> _PROBLEM REQUIREMENTS_: Your reply should be made up of every line in the records below that holds the string "Pilar".

#### SOURCE MATERIAL ####

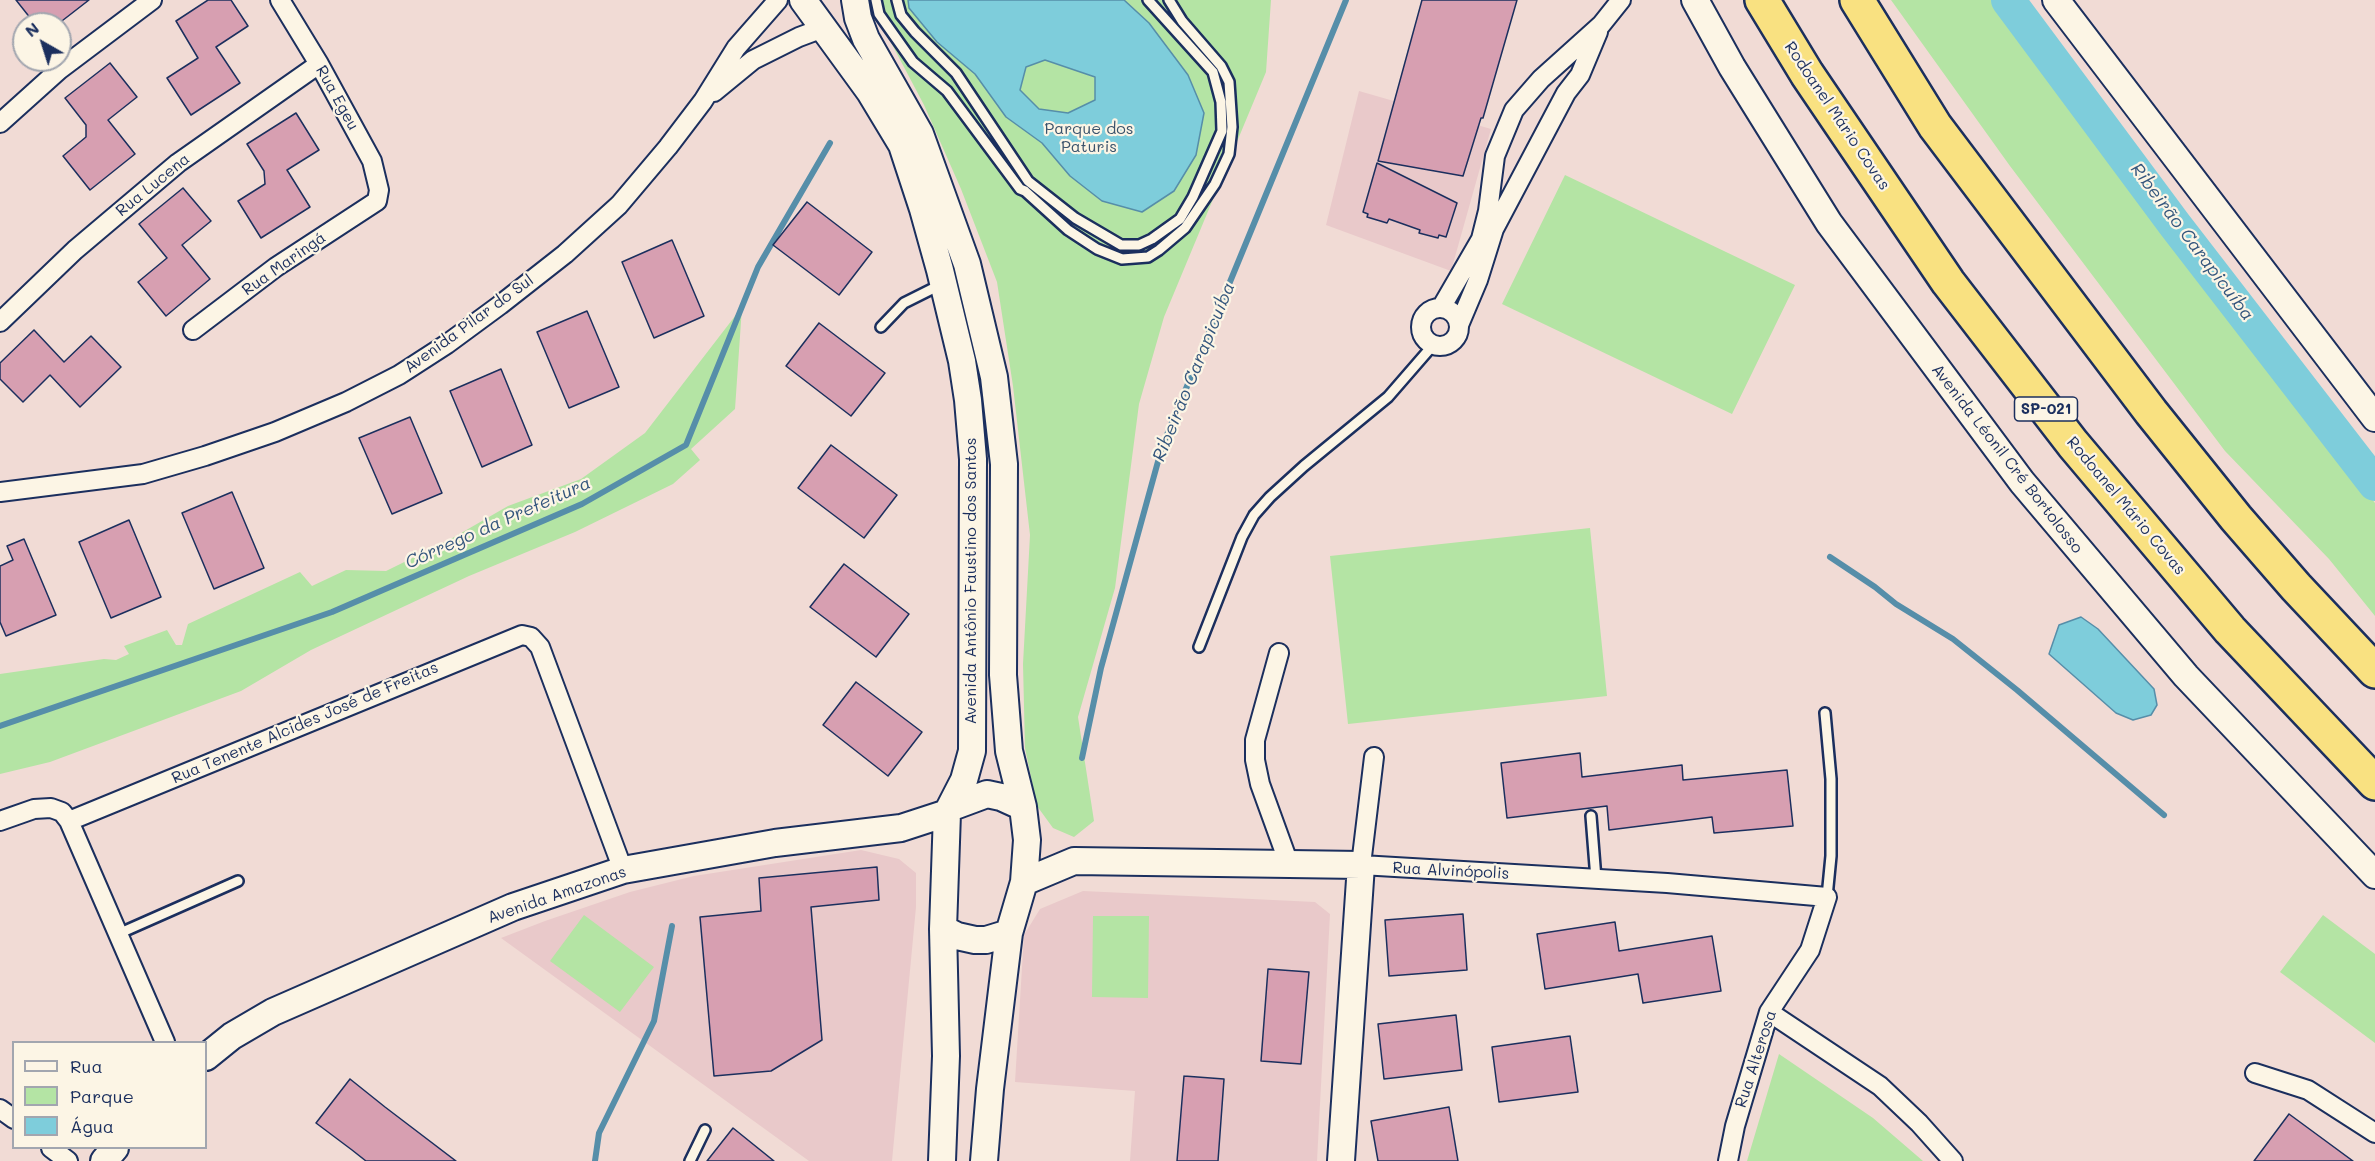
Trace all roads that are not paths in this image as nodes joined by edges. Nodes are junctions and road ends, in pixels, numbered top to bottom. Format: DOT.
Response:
graph roads {
  1 [pos="152,0"];
  2 [pos="279,0"];
  3 [pos="778,0"];
  4 [pos="802,0"];
  5 [pos="855,0"];
  6 [pos="876,0"];
  7 [pos="897,0"];
  8 [pos="1148,0"];
  9 [pos="1169,0"];
  10 [pos="1621,0"];
  11 [pos="1695,0"];
  12 [pos="1762,0"];
  13 [pos="1857,0"];
  14 [pos="2056,0"];
  15 [pos="1601,25"];
  16 [pos="823,28"];
  17 [pos="319,64"];
  18 [pos="703,101"];
  19 [pos="0,123"];
  20 [pos="377,201"];
  21 [pos="943,284"];
  22 [pos="1441,308"];
  23 [pos="0,322"];
  24 [pos="1459,325"];
  25 [pos="881,327"];
  26 [pos="193,330"];
  27 [pos="1434,344"];
  28 [pos="2375,418"];
  29 [pos="0,492"];
  30 [pos="1199,647"];
  31 [pos="1278,653"];
  32 [pos="2375,671"];
  33 [pos="1825,713"];
  34 [pos="1374,757"];
  35 [pos="2375,783"];
  36 [pos="1023,807"];
  37 [pos="950,810"];
  38 [pos="1591,816"];
  39 [pos="0,820"];
  40 [pos="69,821"];
  41 [pos="901,828"];
  42 [pos="1027,840"];
  43 [pos="946,854"];
  44 [pos="1074,861"];
  45 [pos="1288,864"];
  46 [pos="1361,865"];
  47 [pos="623,870"];
  48 [pos="2375,875"];
  49 [pos="1596,879"];
  50 [pos="238,881"];
  51 [pos="1024,882"];
  52 [pos="1827,897"];
  53 [pos="944,928"];
  54 [pos="1009,933"];
  55 [pos="118,934"];
  56 [pos="1769,1012"];
  57 [pos="165,1041"];
  58 [pos="207,1056"];
  59 [pos="2255,1072"];
  60 [pos="705,1130"];
  61 [pos="2375,1133"];
  62 [pos="52,1149"];
  63 [pos="114,1149"];
  64 [pos="68,1161"];
  65 [pos="104,1161"];
  66 [pos="690,1161"];
  67 [pos="942,1161"];
  68 [pos="984,1161"];
  69 [pos="1341,1161"];
  70 [pos="1728,1161"];
  71 [pos="1953,1161"];
  1 -- 19 [label="street"];
  2 -- 17 [label="street, Rua Egeu"];
  3 -- 18 [label="street, Avenida Pilar do Sul"];
  4 -- 16 [label="main road, Avenida Antônio Faustino dos Santos"];
  5 -- 36 [label="main road, Avenida Antônio Faustino dos Santos"];
  6 -- 9 [label="lane"];
  7 -- 8 [label="lane"];
  10 -- 15 [label="street"];
  11 -- 48 [label="main road, Avenida Léonil Cré Bortolosso"];
  12 -- 35 [label="highway, Rodoanel Mário Covas / SP-021"];
  13 -- 32 [label="highway"];
  14 -- 28 [label="main road"];
  15 -- 22 [label="street"];
  15 -- 24 [label="street"];
  16 -- 18 [label="street, Avenida Pilar do Sul"];
  16 -- 21 [label="main road, Avenida Antônio Faustino dos Santos"];
  17 -- 20 [label="street, Rua Egeu"];
  17 -- 23 [label="street, Rua Lucena"];
  18 -- 29 [label="street, Avenida Pilar do Sul"];
  20 -- 26 [label="street, Rua Maringá"];
  21 -- 25 [label="lane"];
  21 -- 37 [label="main road, Avenida Antônio Faustino dos Santos"];
  22 -- 24 [label="street"];
  22 -- 27 [label="street"];
  24 -- 27 [label="street"];
  27 -- 30 [label="lane"];
  31 -- 45 [label="street"];
  33 -- 52 [label="lane"];
  34 -- 46 [label="street"];
  36 -- 37 [label="main road, Avenida Amazonas"];
  36 -- 42 [label="main road, Avenida Antônio Faustino dos Santos"];
  37 -- 41 [label="main road, Avenida Amazonas"];
  37 -- 43 [label="main road, Avenida Antônio Faustino dos Santos"];
  38 -- 49 [label="lane"];
  39 -- 40 [label="street"];
  40 -- 47 [label="street, Rua Tenente Alcides José de Freitas"];
  40 -- 55 [label="street"];
  41 -- 43 [label="main road"];
  41 -- 47 [label="main road, Avenida Amazonas"];
  42 -- 44 [label="main road, Rua Alvinópolis"];
  42 -- 51 [label="main road, Avenida Antônio Faustino dos Santos"];
  43 -- 53 [label="main road, Avenida Antônio Faustino dos Santos"];
  44 -- 45 [label="main road, Rua Alvinópolis"];
  44 -- 51 [label="main road, Rua Alvinópolis"];
  45 -- 46 [label="main road, Rua Alvinópolis"];
  46 -- 49 [label="street, Rua Alvinópolis"];
  46 -- 69 [label="main road"];
  47 -- 58 [label="main road, Avenida Amazonas"];
  49 -- 52 [label="street, Rua Alvinópolis"];
  50 -- 55 [label="lane"];
  51 -- 54 [label="main road, Avenida Antônio Faustino dos Santos"];
  52 -- 56 [label="street, Rua Alterosa"];
  53 -- 54 [label="main road"];
  53 -- 67 [label="main road, Avenida Antônio Faustino dos Santos"];
  54 -- 68 [label="main road, Avenida Antônio Faustino dos Santos"];
  55 -- 57 [label="street"];
  56 -- 70 [label="street, Rua Alterosa"];
  56 -- 71 [label="street"];
  59 -- 61 [label="street"];
  60 -- 66 [label="lane"];
  62 -- 64 [label="street"];
  63 -- 65 [label="main road"];
}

####

> _WRITTEN ANSWER_:
  3 -- 18 [label="street, Avenida Pilar do Sul"];
  16 -- 18 [label="street, Avenida Pilar do Sul"];
  18 -- 29 [label="street, Avenida Pilar do Sul"];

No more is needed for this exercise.